• [About this exercise] The entries below must be retyped exactly. Pictures are to be omitted.

===============

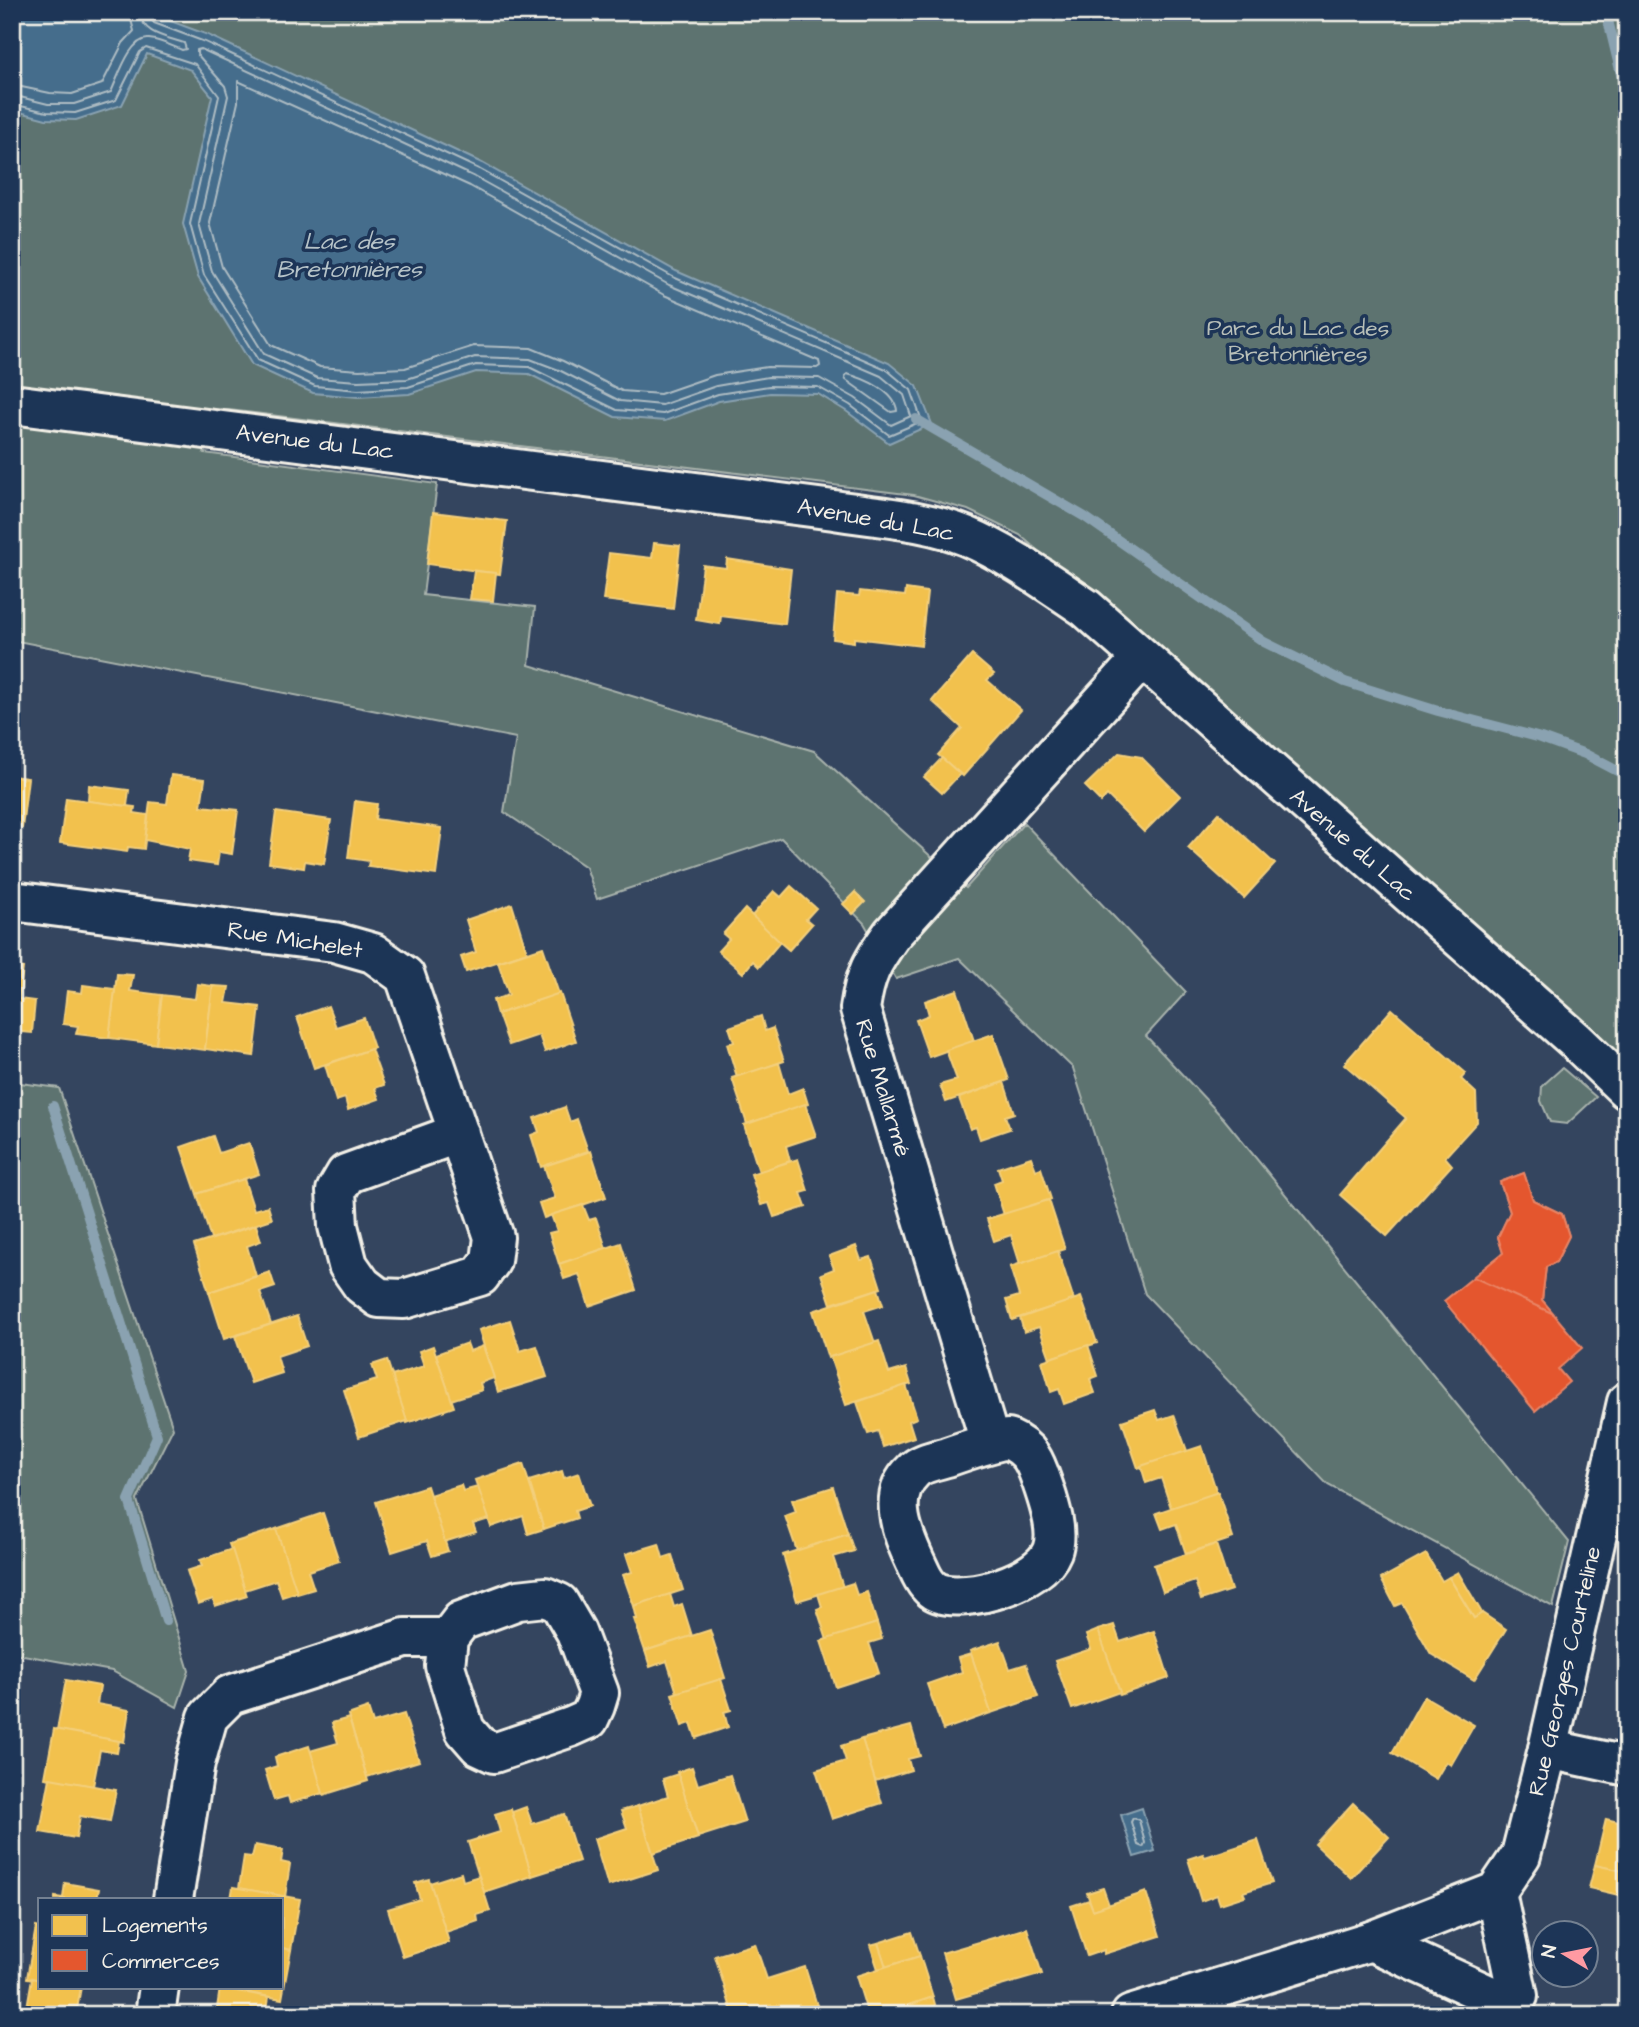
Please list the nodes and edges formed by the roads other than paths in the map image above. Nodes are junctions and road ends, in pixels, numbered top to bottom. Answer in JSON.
{"nodes":[{"id":1,"x":12,"y":404,"type":"edge"},
{"id":2,"x":1142,"y":658,"type":"junction"},
{"id":3,"x":12,"y":901,"type":"edge"},
{"id":4,"x":1627,"y":1090,"type":"edge"},
{"id":5,"x":459,"y":1133,"type":"junction"},
{"id":6,"x":1627,"y":1402,"type":"edge"},
{"id":7,"x":989,"y":1442,"type":"junction"},
{"id":8,"x":447,"y":1638,"type":"junction"},
{"id":9,"x":1548,"y":1749,"type":"junction"},
{"id":10,"x":1627,"y":1766,"type":"edge"},
{"id":11,"x":1496,"y":1892,"type":"junction"},
{"id":12,"x":173,"y":1898,"type":"edge"},
{"id":13,"x":1371,"y":1941,"type":"junction"},
{"id":14,"x":159,"y":1988,"type":"edge"},
{"id":15,"x":155,"y":2015,"type":"edge"},
{"id":16,"x":1130,"y":2015,"type":"edge"}],
"edges":[{"from":1,"to":2,"type":"street","name":"Avenue du Lac"},
{"from":2,"to":4,"type":"street","name":"Avenue du Lac"},
{"from":2,"to":7,"type":"street","name":"Rue Mallarmé"},
{"from":3,"to":5,"type":"street","name":"Rue Michelet"},
{"from":5,"to":5,"type":"street"},
{"from":6,"to":9,"type":"street","name":"Rue Georges Courteline"},
{"from":7,"to":7,"type":"street"},
{"from":8,"to":8,"type":"street"},
{"from":8,"to":12,"type":"street"},
{"from":9,"to":10,"type":"street"},
{"from":9,"to":11,"type":"street","name":"Rue Georges Courteline"},
{"from":11,"to":13,"type":"street"},
{"from":11,"to":13,"type":"street"},
{"from":13,"to":16,"type":"street"},
{"from":14,"to":15,"type":"street"}]}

===============

• [Worked solution]
Please list the nodes and edges formed by the roads other than paths in the map image above. Nodes are junctions and road ends, in pixels, numbered top to bottom. Answer in JSON.
{"nodes":[{"id":1,"x":12,"y":404,"type":"edge"},
{"id":2,"x":1142,"y":658,"type":"junction"},
{"id":3,"x":12,"y":901,"type":"edge"},
{"id":4,"x":1627,"y":1090,"type":"edge"},
{"id":5,"x":459,"y":1133,"type":"junction"},
{"id":6,"x":1627,"y":1402,"type":"edge"},
{"id":7,"x":989,"y":1442,"type":"junction"},
{"id":8,"x":447,"y":1638,"type":"junction"},
{"id":9,"x":1548,"y":1749,"type":"junction"},
{"id":10,"x":1627,"y":1766,"type":"edge"},
{"id":11,"x":1496,"y":1892,"type":"junction"},
{"id":12,"x":173,"y":1898,"type":"edge"},
{"id":13,"x":1371,"y":1941,"type":"junction"},
{"id":14,"x":159,"y":1988,"type":"edge"},
{"id":15,"x":155,"y":2015,"type":"edge"},
{"id":16,"x":1130,"y":2015,"type":"edge"}],
"edges":[{"from":1,"to":2,"type":"street","name":"Avenue du Lac"},
{"from":2,"to":4,"type":"street","name":"Avenue du Lac"},
{"from":2,"to":7,"type":"street","name":"Rue Mallarmé"},
{"from":3,"to":5,"type":"street","name":"Rue Michelet"},
{"from":5,"to":5,"type":"street"},
{"from":6,"to":9,"type":"street","name":"Rue Georges Courteline"},
{"from":7,"to":7,"type":"street"},
{"from":8,"to":8,"type":"street"},
{"from":8,"to":12,"type":"street"},
{"from":9,"to":10,"type":"street"},
{"from":9,"to":11,"type":"street","name":"Rue Georges Courteline"},
{"from":11,"to":13,"type":"street"},
{"from":11,"to":13,"type":"street"},
{"from":13,"to":16,"type":"street"},
{"from":14,"to":15,"type":"street"}]}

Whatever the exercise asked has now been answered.